Penas alternativas a la prisión
El representante de ONUtrabaja en un proyecto centrado en el sistema penitenciario para reducir la reincidencia y favorecer la aplicación de penas alternativas. "Una vez que la persona entra en el sistema carcelario, entra en una red donde hay criminales profesionales que naturalmente influencian y crean una situación donde resulta muy difícil salir de esta red. Es por esto que a veces los presos tienen deudas que contraen en la prisión y cuando salen tienen que, de alguna forma, pagar estas deudas y la única forma que encuentran de pagar es robar o cometer otros crímenes, normalmente más grave que el primero y es por ello que más del 50% de ellos retornan a la cárcel, entonces la carrera criminal continúa. Entonces cuando se trata sobre todo de jóvenes, tratándose de delincuentes primarios, nosotros aconsejamos seguir una línea menos dura, de ofrecer alternativas, naturalmente cuando no se trata de crímenes violentos. La solución de mandar a todo el mundo a la prisión no es, claramente, una solución porque cuando se tiene un problema serio de hacinamiento después ningún programa, tanto de salud como de trabajo, funciona.
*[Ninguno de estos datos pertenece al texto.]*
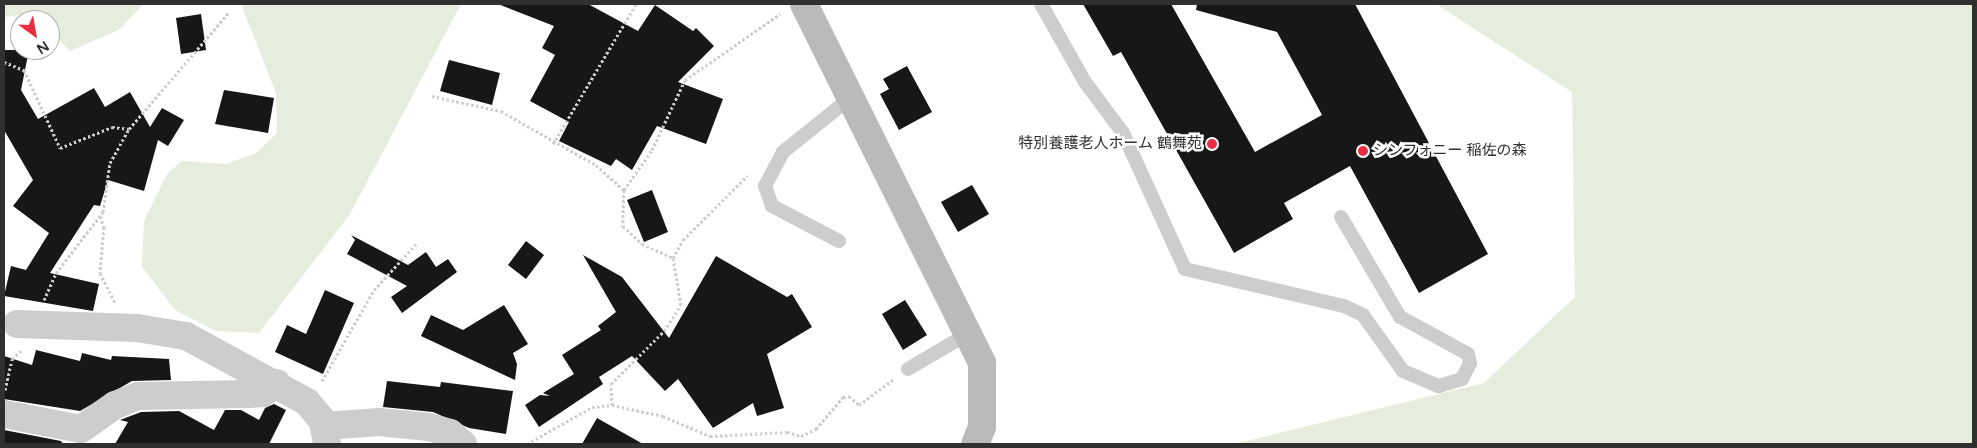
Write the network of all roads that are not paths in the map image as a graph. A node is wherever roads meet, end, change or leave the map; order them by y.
1 (804, 4) edge
2 (1041, 4) edge
3 (848, 98) junction
4 (1342, 217) dead end
5 (839, 241) dead end
6 (24, 324) road end
7 (969, 333) junction
8 (908, 369) road end
9 (277, 383) junction
10 (4, 414) edge
11 (326, 435) edge
12 (467, 443) edge
13 (974, 444) edge

1 - 3 street
2 - 4 lane
3 - 5 lane
3 - 7 street
6 - 9 street
7 - 8 lane
7 - 13 street
9 - 10 street
9 - 11 street
11 - 12 street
Y así se crea una situación de motín, de personas que en vez de integrarse a la sociedad se vuelven en contra de la sociedad", señaló Quaglia.
Perfil
Nombre:
Giovanni Quaglia
Nació:
Italia
Edad:
56
Otros datos:
Representante para Cono Sur de Onudd
Dos décadas de lucha
Trabaja para la Oficina de Drogas y Delitos de Naciones Unidas desde 1980. En agosto de 2002 inició su segundo período en Brasil como representante regional del organismo especializado de ONU. Entre julio de 1992 y julio de 1996 dirigió en Brasil un programa pionero para la reducción del riesgo de contagio de VIH en usuarios de drogas. Durante la década de 1980 trabajó en Pakistán en un programa de reducción de los cultivos de opio. También representó a Onudd en Bolivia hasta 1992 en un programa dirigido a la reducción de cultivos de coca. Visitó Montevideo días atrás y se reunió con la Junta Nacional de Drogas.